Ülkemizde birçok yüksek öğretim kurumu sorunlar altında ezilmektedir. Hükümetin üniversitelerle ilgilenmesi, ülkemizin geleceği bakımından önemlidir. Eğer orta gelir tuzağına düşmemek ya da ondan kurtulmak istiyorsak, bu eğitim aracılığıyla olacaktır. Ancak yapılacak değişiklikler verimliliğin arttırılması, öğretim kalitesinin yükseltilmesi, araştırma kapasitesinin genişletilmesi türünden hedefl er gözetmelidir, yüksek öğretimde siyasi denetimi güçlendirmeyi değil. Hemen belirtelim: Yapılacak çok şey var! Örneğin, birçok taşra üniversitesinde haftada otuz saatten fazla ders veren hocalar vardır. Bu yük gayri- insanidir. Verimi, kaliteyi düşürmektedir. Keza, bazı dersler faydalı olmayacak kadar kalabalıktır. Ders yüklerine ve sınıf büyüklüklerine sınırlar getirilerek, öğretim üyesi-öğrenci oranları tanımlanarak öğretim kalitesinde yükselmeler sağlanabilir. Öğretim üyesinin ders yükünün sınırlanması, kimin nerelerde ders verdiğiyle uğraşmaya ihtiyaç bırakmayabilir. Yine örneğin bir kısım vakıf üniversitelerinde kurumu kuran şahsiyetler, mütevelli heyet başkanlığını üstlenmekte, her türlü akademik işe karışmayı tabii bulmaktadır. Mütevelli heyetinin işlev ve yetkilerinin iyi tanımlanması, özellikle akademik işlerden uzak durmasını sağlayacak yöntemler bulunması gereklidir. Örnek çoğaltılabilir.
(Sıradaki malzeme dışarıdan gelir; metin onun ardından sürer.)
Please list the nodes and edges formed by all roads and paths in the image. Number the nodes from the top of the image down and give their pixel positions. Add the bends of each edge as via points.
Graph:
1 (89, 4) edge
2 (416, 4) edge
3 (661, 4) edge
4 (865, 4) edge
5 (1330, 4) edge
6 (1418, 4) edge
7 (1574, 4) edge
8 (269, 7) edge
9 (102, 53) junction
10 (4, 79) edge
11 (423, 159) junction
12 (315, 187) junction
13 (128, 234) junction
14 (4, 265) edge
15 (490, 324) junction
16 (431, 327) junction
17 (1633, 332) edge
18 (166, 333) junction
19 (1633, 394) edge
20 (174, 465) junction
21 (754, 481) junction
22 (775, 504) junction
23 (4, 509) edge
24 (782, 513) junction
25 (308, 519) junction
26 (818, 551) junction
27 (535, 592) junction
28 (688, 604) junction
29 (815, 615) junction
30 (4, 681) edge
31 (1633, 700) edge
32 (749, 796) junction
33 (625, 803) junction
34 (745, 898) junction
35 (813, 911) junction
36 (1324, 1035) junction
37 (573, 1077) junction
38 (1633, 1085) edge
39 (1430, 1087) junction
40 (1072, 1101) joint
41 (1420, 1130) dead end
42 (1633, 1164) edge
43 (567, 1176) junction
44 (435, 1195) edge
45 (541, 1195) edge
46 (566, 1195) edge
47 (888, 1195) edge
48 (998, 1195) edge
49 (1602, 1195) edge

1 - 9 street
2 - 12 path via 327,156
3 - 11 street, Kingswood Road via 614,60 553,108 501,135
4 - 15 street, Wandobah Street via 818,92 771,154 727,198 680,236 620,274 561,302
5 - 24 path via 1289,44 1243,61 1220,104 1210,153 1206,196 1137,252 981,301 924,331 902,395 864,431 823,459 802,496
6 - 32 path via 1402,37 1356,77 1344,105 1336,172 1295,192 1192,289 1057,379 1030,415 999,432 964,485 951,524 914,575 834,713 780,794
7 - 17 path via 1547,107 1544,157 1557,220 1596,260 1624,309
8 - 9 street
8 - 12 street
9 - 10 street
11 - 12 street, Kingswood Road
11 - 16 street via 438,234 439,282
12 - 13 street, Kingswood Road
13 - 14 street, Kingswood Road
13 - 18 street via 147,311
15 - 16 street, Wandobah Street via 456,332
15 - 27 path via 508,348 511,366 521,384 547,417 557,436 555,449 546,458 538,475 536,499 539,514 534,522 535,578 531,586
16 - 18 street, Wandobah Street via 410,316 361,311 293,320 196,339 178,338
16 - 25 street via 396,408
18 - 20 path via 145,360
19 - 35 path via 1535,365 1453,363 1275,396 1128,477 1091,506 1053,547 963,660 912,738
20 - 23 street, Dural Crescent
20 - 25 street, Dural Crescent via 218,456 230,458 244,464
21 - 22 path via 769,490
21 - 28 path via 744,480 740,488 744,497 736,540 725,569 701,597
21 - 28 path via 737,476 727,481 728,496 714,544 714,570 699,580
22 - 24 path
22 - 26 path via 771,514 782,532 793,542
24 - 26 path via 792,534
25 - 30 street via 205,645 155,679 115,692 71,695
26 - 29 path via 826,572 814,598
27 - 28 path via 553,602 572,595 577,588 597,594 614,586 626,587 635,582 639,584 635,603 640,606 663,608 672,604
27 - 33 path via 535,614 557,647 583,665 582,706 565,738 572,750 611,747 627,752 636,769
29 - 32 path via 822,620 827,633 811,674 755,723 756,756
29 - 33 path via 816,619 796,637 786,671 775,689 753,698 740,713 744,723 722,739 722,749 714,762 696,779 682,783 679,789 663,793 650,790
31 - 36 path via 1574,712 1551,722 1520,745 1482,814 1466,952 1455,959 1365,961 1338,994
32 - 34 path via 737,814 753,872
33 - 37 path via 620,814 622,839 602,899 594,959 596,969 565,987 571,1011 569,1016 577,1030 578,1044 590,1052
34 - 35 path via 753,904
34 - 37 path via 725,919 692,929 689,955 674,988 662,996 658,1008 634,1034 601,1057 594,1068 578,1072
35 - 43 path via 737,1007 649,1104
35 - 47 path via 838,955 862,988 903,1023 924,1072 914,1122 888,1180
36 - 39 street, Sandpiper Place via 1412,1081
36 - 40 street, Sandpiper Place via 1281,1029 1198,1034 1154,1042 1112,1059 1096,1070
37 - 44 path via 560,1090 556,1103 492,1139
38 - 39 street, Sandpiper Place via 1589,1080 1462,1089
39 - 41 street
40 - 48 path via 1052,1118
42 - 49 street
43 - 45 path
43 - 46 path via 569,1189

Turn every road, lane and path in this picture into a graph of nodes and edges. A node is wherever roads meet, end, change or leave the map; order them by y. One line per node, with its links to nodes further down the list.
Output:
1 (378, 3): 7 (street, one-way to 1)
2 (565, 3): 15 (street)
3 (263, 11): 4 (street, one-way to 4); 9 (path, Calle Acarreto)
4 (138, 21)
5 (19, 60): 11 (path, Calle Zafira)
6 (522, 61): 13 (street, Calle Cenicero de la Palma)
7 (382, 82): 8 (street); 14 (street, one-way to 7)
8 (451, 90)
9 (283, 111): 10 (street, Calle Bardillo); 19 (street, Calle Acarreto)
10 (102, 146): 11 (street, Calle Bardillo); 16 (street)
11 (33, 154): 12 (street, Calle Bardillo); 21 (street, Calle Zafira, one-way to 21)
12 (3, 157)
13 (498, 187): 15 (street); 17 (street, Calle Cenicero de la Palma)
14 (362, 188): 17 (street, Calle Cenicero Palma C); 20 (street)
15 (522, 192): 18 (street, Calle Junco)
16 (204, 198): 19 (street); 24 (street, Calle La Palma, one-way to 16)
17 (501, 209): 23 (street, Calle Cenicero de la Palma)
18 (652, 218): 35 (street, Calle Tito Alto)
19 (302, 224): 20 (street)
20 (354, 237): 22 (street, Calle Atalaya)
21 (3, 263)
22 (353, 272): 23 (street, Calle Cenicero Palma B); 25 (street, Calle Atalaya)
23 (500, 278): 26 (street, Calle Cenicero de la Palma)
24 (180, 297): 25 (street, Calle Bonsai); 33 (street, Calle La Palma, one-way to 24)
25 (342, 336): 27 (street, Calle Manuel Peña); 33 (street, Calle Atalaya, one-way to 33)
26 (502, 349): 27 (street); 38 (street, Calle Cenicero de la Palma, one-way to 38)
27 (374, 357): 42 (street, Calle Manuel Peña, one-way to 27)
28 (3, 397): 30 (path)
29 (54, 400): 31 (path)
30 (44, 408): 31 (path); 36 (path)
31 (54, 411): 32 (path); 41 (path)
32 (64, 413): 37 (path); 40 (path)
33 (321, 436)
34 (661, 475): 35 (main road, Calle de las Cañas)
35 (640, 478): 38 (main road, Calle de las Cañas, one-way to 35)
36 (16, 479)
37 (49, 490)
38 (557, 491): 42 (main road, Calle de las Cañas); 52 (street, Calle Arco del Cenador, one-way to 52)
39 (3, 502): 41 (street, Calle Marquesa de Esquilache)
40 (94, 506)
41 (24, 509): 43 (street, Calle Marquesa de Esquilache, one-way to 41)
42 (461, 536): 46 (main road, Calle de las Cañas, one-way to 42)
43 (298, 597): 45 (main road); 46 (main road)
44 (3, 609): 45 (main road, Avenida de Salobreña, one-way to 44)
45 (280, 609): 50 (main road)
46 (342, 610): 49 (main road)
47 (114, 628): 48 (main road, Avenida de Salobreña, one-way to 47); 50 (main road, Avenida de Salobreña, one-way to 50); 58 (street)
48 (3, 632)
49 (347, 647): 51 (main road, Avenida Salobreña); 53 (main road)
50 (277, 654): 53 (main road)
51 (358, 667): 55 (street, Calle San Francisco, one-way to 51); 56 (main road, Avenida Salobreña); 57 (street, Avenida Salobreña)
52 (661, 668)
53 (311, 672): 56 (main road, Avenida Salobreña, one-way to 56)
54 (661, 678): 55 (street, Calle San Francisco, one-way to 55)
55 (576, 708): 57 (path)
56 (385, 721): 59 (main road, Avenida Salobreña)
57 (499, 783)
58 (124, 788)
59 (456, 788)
Şu andaki yasanın eksik yönleri nelerdir, sorunların giderilmesi için ne gibi düzenlemeler yapılmalıdır, bunları tartışmamız gerekiyor. Fakat hükümetimiz konuları tartıştırmadan yasa tasarıları hazırlatıp, her şeye evet demeyi şiar edinmiş parlamenter çoğunluğuna onaylatıyor. Yasalar genelde kurumlar üzerinde siyasi vesayet kurmayı amaçlar gözüküyor. Öyle olunca da insan sormadan edemiyor: Sıra üniversitelere mi geldi.